While I was attending Penn, it wasn’t then-president Amy Gutmann living in the “President’s Mansion” that made undergrads feel safe on campus; it was the fact that there was more engagement, communication and clarity regarding how my alma mater addressed crime in the area. Penn made it a point to give student government representatives like me access to routinely scheduled meetings with those involved in the university’s public safety. These types of semi-formal meetings made it easier for us to inform our peers about what Penn was doing (and what we could be better at doing) regarding safety. Maureen Rush, the longtime vice president for public safety, was a name and face many on Penn’s campus were familiar with. In comparison, my brother can’t name any leader on Temple’s campus involved in public safety and couldn’t tell me if his student government reps had met with them.

I began to realize the difference between Penn’s and Temple’s responses to public safety when @keep_us_safe_tu published an open letter to school leaders on Instagram last week, calling out Wingard for his alleged “inability to lead and stand by your students” and how he “would rather offload responsibility, run from the problem, and block Temple community members.” In response to the letter, Temple’s administration mentioned that “the significance of an open letter like this from the very students that the university serves is not lost on us'” and said that “to help address this, the Office of the President has met with Temple’s Student Government and will be scheduling meetings with both TSG members and other members of the student body in the near future.” The fact that consistent communication between Temple and student government representatives had to be publicly demanded helps explain why students feel neglected.

This isn’t to suggest that Penn was perfect when it came to public safety — racial profiling by university police was definitely egregious. But I didn’t fear the West Philly neighborhood I was living in. When I was attending Penn, there weren’t prominent social media pages criticizing my alma mater’s ability to keep us safe. Because Temple isn’t actively reassuring students of its plan to address crime, students like my brother assume the university’s leaders aren’t doing enough and/or feel hopeless. As a result, outside media are shaping the narrative of the university’s safety in North Philly — a reality that Penn seems to grasp more than Temple does. If you don’t define the problem, someone else will.

Temple needs to step up by intentionally and visibly engaging all sectors of the community to alleviate students’ fear of North Philly and its surrounding neighborhoods. The family members who sent their loved ones to that campus should get more than alerts about crime; they should be getting reassurances about how Temple is actively addressing that crime.
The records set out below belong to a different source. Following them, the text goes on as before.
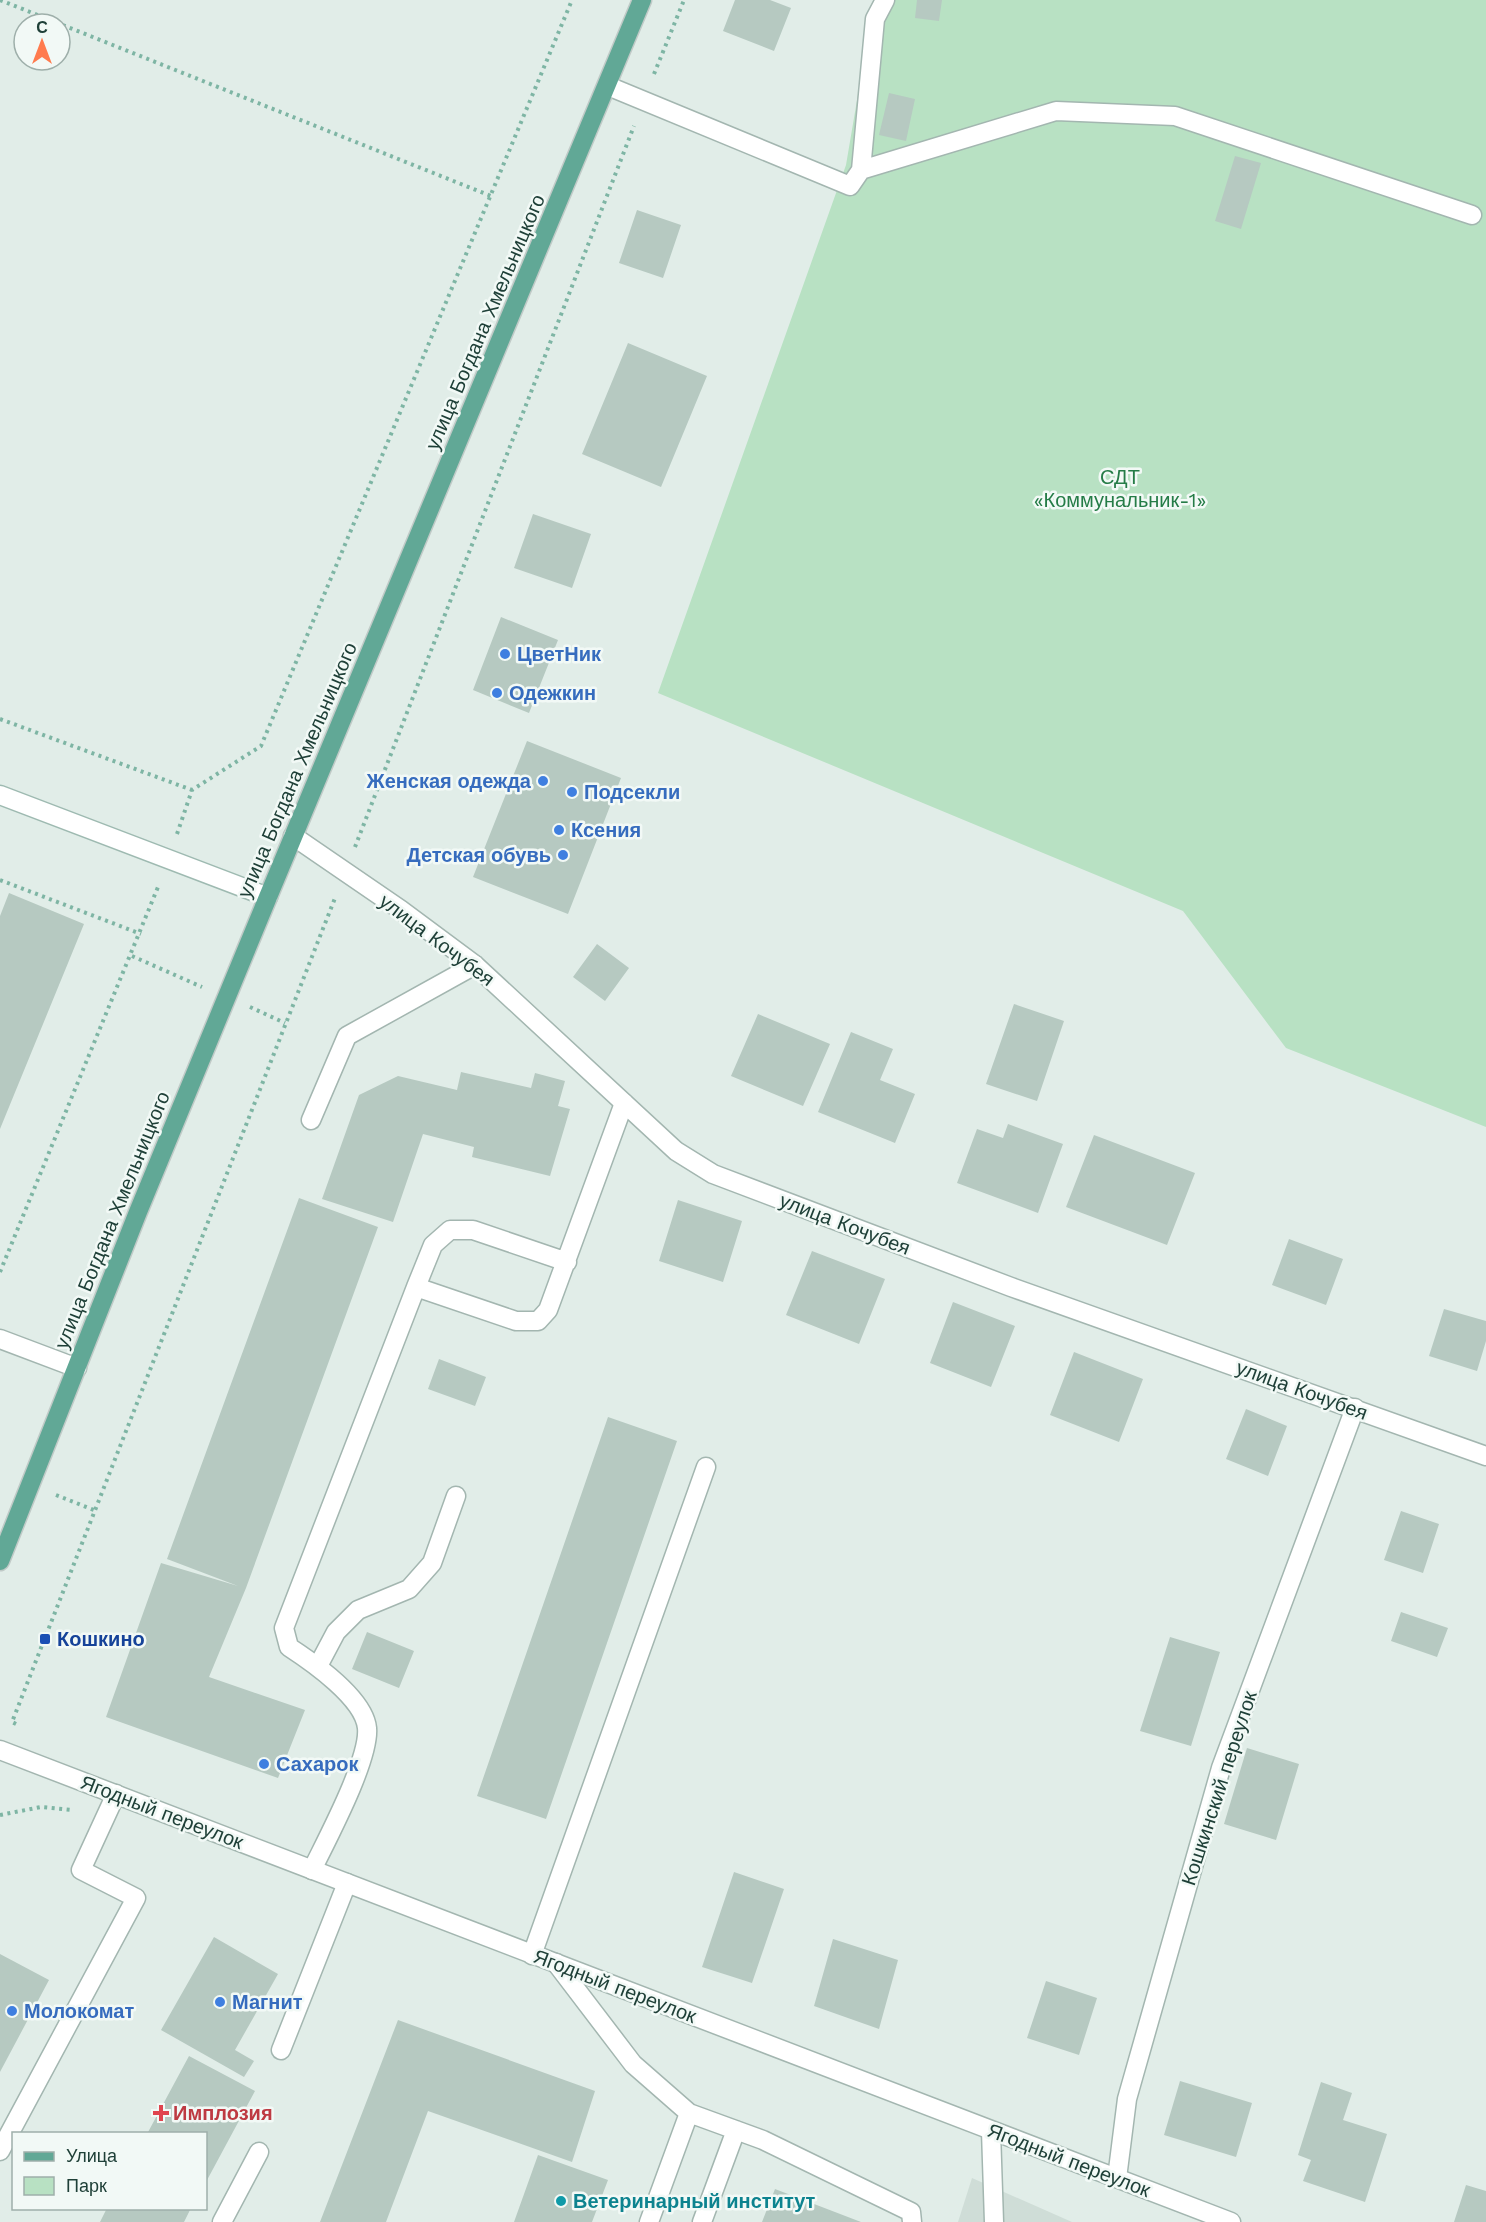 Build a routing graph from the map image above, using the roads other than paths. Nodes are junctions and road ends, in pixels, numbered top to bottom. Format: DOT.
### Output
graph roads {
  1 [pos="642,0"];
  2 [pos="885,0"];
  3 [pos="608,86"];
  4 [pos="861,170"];
  5 [pos="1472,215"];
  6 [pos="0,795"];
  7 [pos="293,836"];
  8 [pos="268,897"];
  9 [pos="475,965"];
  10 [pos="624,1103"];
  11 [pos="311,1120"];
  12 [pos="567,1262"];
  13 [pos="416,1287"];
  14 [pos="0,1339"];
  15 [pos="76,1368"];
  16 [pos="1355,1408"];
  17 [pos="1486,1456"];
  18 [pos="706,1467"];
  19 [pos="456,1496"];
  20 [pos="0,1561"];
  21 [pos="318,1666"];
  22 [pos="0,1750"];
  23 [pos="116,1794"];
  24 [pos="312,1870"];
  25 [pos="347,1883"];
  26 [pos="532,1955"];
  27 [pos="556,1963"];
  28 [pos="281,2050"];
  29 [pos="689,2113"];
  30 [pos="736,2130"];
  31 [pos="992,2131"];
  32 [pos="0,2151"];
  33 [pos="259,2152"];
  34 [pos="1117,2178"];
  35 [pos="222,2222"];
  36 [pos="650,2222"];
  37 [pos="702,2222"];
  38 [pos="912,2222"];
  39 [pos="994,2222"];
  40 [pos="1231,2222"];
  1 -- 3 [label="main road, улица Богдана Хмельницкого"];
  2 -- 4 [label="street"];
  3 -- 4 [label="street"];
  3 -- 7 [label="main road, улица Богдана Хмельницкого"];
  4 -- 5 [label="street"];
  6 -- 8 [label="street"];
  7 -- 8 [label="main road, улица Богдана Хмельницкого"];
  7 -- 9 [label="street, улица Кочубея"];
  8 -- 15 [label="main road, улица Богдана Хмельницкого"];
  9 -- 10 [label="street, улица Кочубея"];
  9 -- 11 [label="street"];
  10 -- 12 [label="street"];
  10 -- 16 [label="street, улица Кочубея"];
  12 -- 13 [label="street"];
  12 -- 13 [label="street"];
  13 -- 21 [label="street"];
  14 -- 15 [label="street"];
  15 -- 20 [label="main road, улица Богдана Хмельницкого"];
  16 -- 17 [label="street, улица Кочубея"];
  16 -- 34 [label="street, Кошкинский переулок"];
  18 -- 26 [label="street"];
  19 -- 21 [label="street"];
  21 -- 24 [label="street"];
  22 -- 23 [label="street, Ягодный переулок"];
  23 -- 24 [label="street, Ягодный переулок"];
  23 -- 32 [label="street"];
  24 -- 25 [label="street, Ягодный переулок"];
  25 -- 26 [label="street, Ягодный переулок"];
  25 -- 28 [label="street"];
  26 -- 27 [label="street, Ягодный переулок"];
  27 -- 29 [label="street"];
  27 -- 31 [label="street, Ягодный переулок"];
  29 -- 30 [label="street"];
  29 -- 36 [label="street"];
  30 -- 37 [label="street"];
  30 -- 38 [label="street"];
  31 -- 34 [label="street, Ягодный переулок"];
  31 -- 39 [label="street"];
  33 -- 35 [label="street"];
  34 -- 40 [label="street, Ягодный переулок"];
} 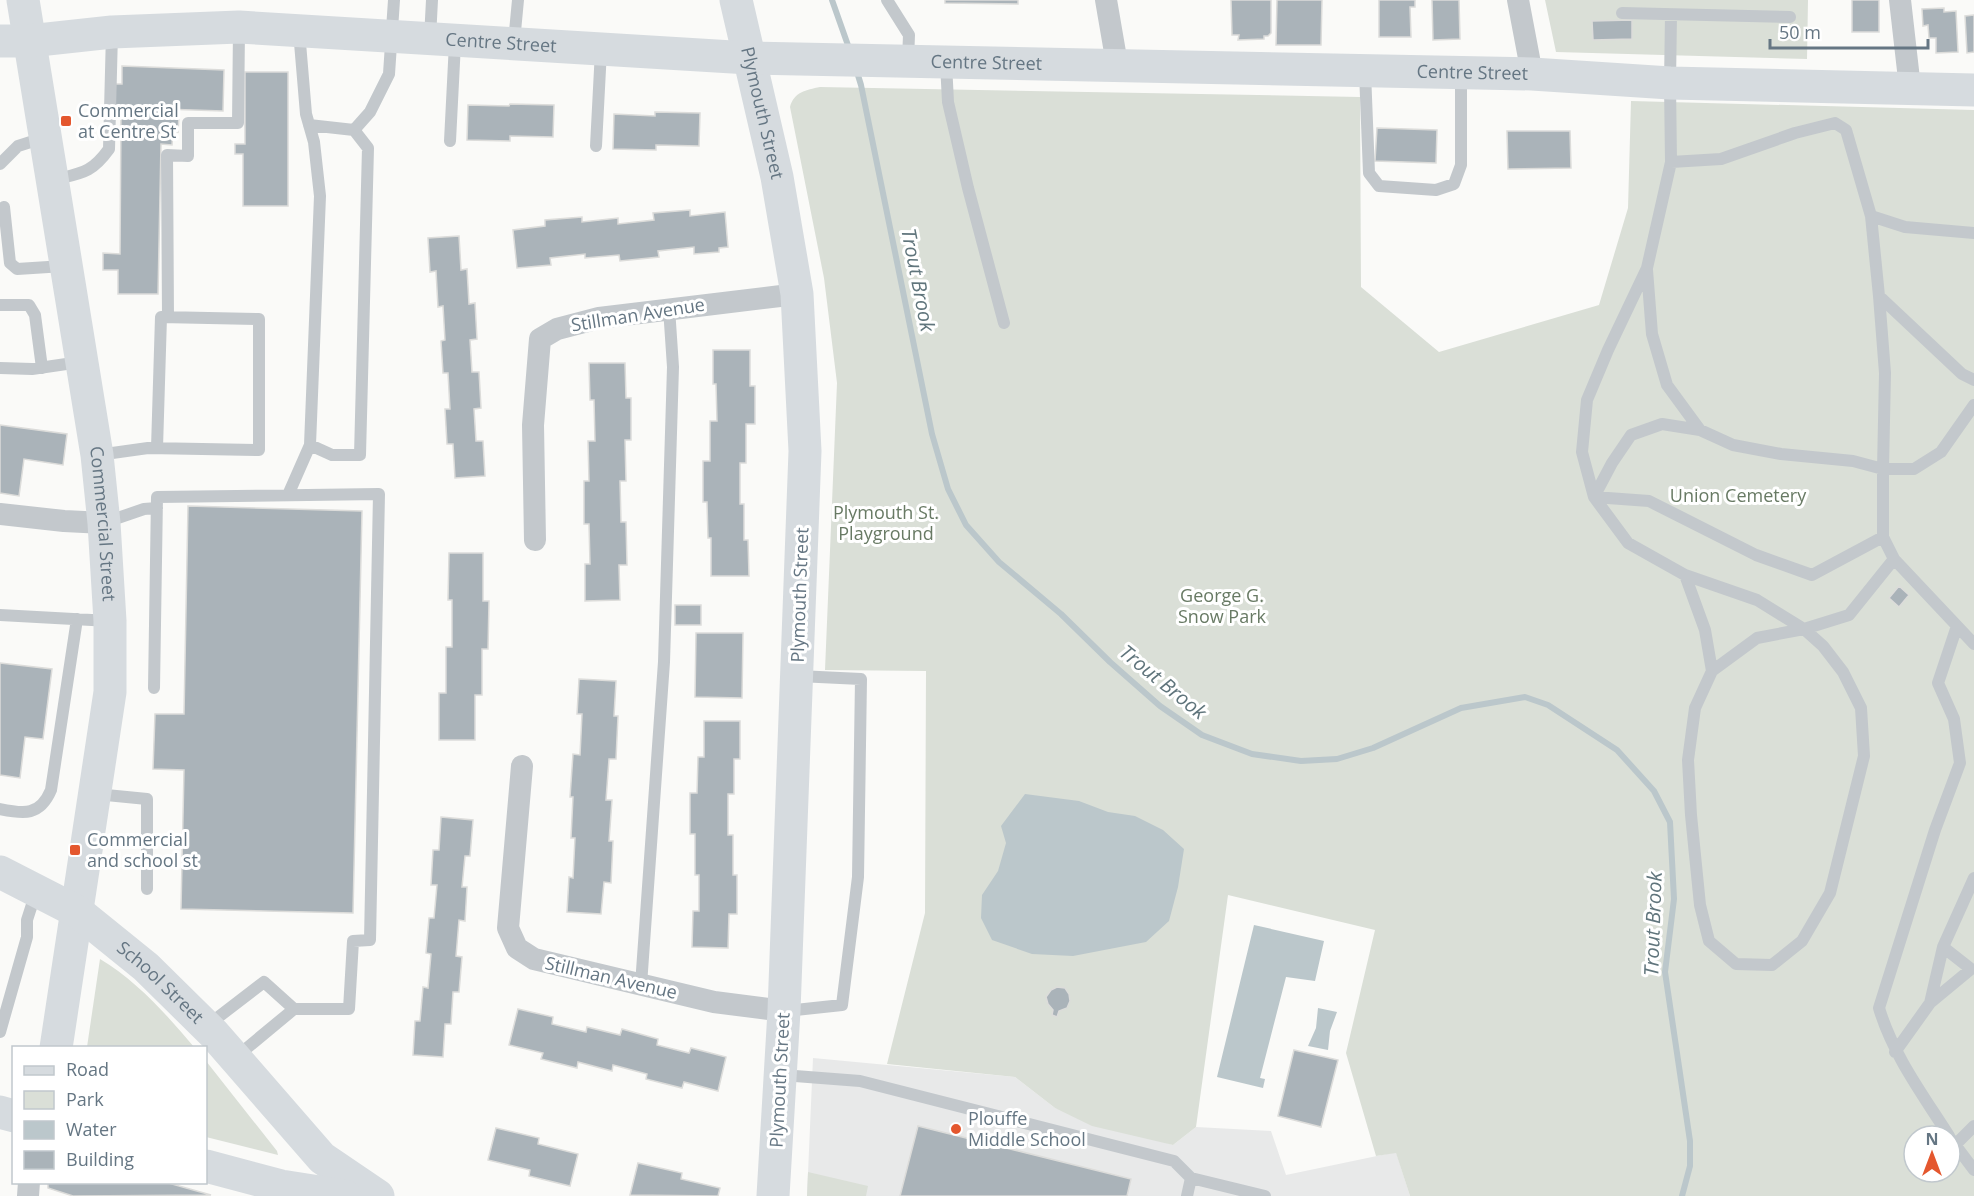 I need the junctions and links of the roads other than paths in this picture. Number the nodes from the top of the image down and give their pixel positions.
1 (22, 0) edge
2 (394, 0) edge
3 (432, 0) edge
4 (518, 0) edge
5 (736, 0) edge
6 (887, 0) edge
7 (1106, 0) edge
8 (1518, 0) edge
9 (1900, 0) edge
10 (1622, 13) dead end
11 (1671, 15) junction
12 (1790, 17) dead end
13 (239, 27) junction
14 (299, 30) junction
15 (112, 32) junction
16 (391, 35) junction
17 (443, 38) junction
18 (14, 41) edge
19 (513, 43) junction
20 (601, 48) junction
21 (749, 58) junction
22 (908, 61) junction
23 (946, 62) junction
24 (1116, 64) junction
25 (1365, 70) junction
26 (1461, 72) junction
27 (1532, 74) junction
28 (1670, 83) junction
29 (1910, 88) junction
30 (1974, 90) edge
31 (309, 125) junction
32 (354, 130) junction
33 (45, 138) junction
34 (450, 141) dead end
35 (596, 146) dead end
36 (1671, 162) junction
37 (0, 164) edge
38 (52, 181) junction
39 (4, 207) dead end
40 (1871, 216) junction
41 (1974, 233) edge
42 (66, 266) junction
43 (1647, 268) junction
44 (797, 294) junction
45 (1879, 296) junction
46 (0, 305) edge
47 (669, 308) junction
48 (168, 317) junction
49 (1004, 323) dead end
50 (81, 362) junction
51 (0, 368) edge
52 (42, 368) junction
53 (1974, 380) edge
54 (1974, 405) edge
55 (1700, 430) junction
56 (310, 445) junction
57 (157, 448) junction
58 (97, 455) junction
59 (1883, 469) junction
60 (288, 495) junction
61 (1594, 497) junction
62 (157, 508) junction
63 (0, 514) edge
64 (104, 523) junction
65 (1883, 537) junction
66 (535, 540) dead end
67 (1894, 559) junction
68 (1685, 575) junction
69 (0, 615) edge
70 (76, 619) junction
71 (110, 621) junction
72 (1958, 627) junction
73 (1804, 629) junction
74 (1974, 644) edge
75 (1712, 670) junction
76 (797, 676) junction
77 (154, 688) dead end
78 (522, 766) dead end
79 (95, 794) junction
80 (0, 809) edge
81 (0, 872) edge
82 (1974, 878) edge
83 (147, 889) dead end
84 (36, 891) junction
85 (78, 912) junction
86 (1943, 947) junction
87 (1973, 967) edge
88 (641, 985) junction
89 (1930, 1003) junction
90 (294, 1009) junction
91 (784, 1011) junction
92 (207, 1026) junction
93 (0, 1032) edge
94 (56, 1046) edge
95 (1895, 1052) junction
96 (235, 1058) junction
97 (781, 1075) junction
98 (1941, 1124) edge
99 (1962, 1154) edge
100 (207, 1166) edge
101 (1974, 1170) edge
102 (1191, 1178) junction
103 (256, 1188) edge
104 (325, 1195) edge
105 (378, 1196) edge
106 (773, 1196) edge
107 (1187, 1196) edge
108 (1265, 1196) edge

1 - 18 main road, Commercial Street
2 - 16 lane
3 - 17 lane
4 - 19 lane
5 - 21 main road, Plymouth Street
6 - 22 lane
7 - 24 street
8 - 27 street
9 - 29 street
10 - 11 lane
11 - 12 lane
11 - 28 lane
13 - 14 main road, Centre Street
13 - 15 main road, Centre Street
13 - 48 lane
14 - 16 main road, Centre Street
14 - 31 lane
15 - 18 main road, Centre Street
15 - 38 lane
16 - 17 main road, Centre Street
16 - 32 lane
17 - 19 main road, Centre Street
17 - 34 lane
18 - 33 main road, Commercial Street
19 - 20 main road, Centre Street
20 - 21 main road, Centre Street
20 - 35 lane
21 - 22 main road, Centre Street
21 - 44 main road, Plymouth Street
22 - 23 main road, Centre Street
23 - 24 main road, Centre Street
23 - 49 lane
24 - 25 main road, Centre Street
25 - 26 main road, Centre Street
25 - 26 lane
26 - 27 main road, Centre Street
27 - 28 main road, Centre Street
28 - 29 main road, Centre Street
28 - 36 lane
29 - 30 main road, Centre Street
31 - 32 lane
31 - 56 lane
32 - 56 lane
33 - 37 lane
33 - 38 main road, Commercial Street
36 - 40 lane
36 - 43 lane
38 - 42 main road, Commercial Street
39 - 42 lane
40 - 41 lane
40 - 45 lane
42 - 50 main road, Commercial Street
43 - 55 lane
43 - 61 lane
44 - 47 street, Stillman Avenue
44 - 76 main road, Plymouth Street
45 - 53 lane
45 - 59 lane
46 - 52 lane
47 - 66 street, Stillman Avenue
47 - 88 lane
48 - 57 lane
48 - 57 lane
50 - 52 lane
50 - 58 main road, Commercial Street
51 - 52 lane
54 - 59 lane
55 - 59 lane
55 - 61 lane
56 - 60 lane
57 - 58 lane
58 - 64 main road, Commercial Street
59 - 65 lane
60 - 62 lane
60 - 90 lane
61 - 65 lane
61 - 68 lane
62 - 64 lane
62 - 77 lane
63 - 64 street
64 - 71 main road, Commercial Street
65 - 67 lane
67 - 72 lane
67 - 73 lane
68 - 73 lane
68 - 75 lane
69 - 70 lane
70 - 71 lane
70 - 80 lane
71 - 79 main road, Commercial Street
72 - 74 lane
72 - 95 lane
73 - 75 lane
73 - 75 lane
76 - 91 main road, Plymouth Street
76 - 91 lane
78 - 88 street, Stillman Avenue
79 - 83 lane
79 - 85 main road, Commercial Street
81 - 84 main road, School Street
82 - 86 lane
84 - 85 main road, School Street
84 - 93 lane
85 - 92 main road, School Street
85 - 94 main road, Commercial Street
86 - 87 lane
86 - 89 lane
87 - 89 lane
88 - 91 street, Stillman Avenue
89 - 95 lane
90 - 92 lane
90 - 96 lane
91 - 97 main road, Plymouth Street
92 - 96 main road, School Street
95 - 98 lane
96 - 105 main road, School Street
97 - 102 lane
97 - 106 main road, Plymouth Street
99 - 101 lane
100 - 103 main road
102 - 107 lane
102 - 108 lane
103 - 104 main road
The administration needs to produce a forward-moving plan that better engages local communities, students and their families and holds accountable the law enforcement they fund on campus.

Symbolism can only go so far. It’s time for Temple to promote more tangible action — such as routine student dialogue, a more accessible/visible plan on addressing safety and crime, and a more comprehensive crime-alert system for community/family members — that concerned students like my brother, our family and I can believe in.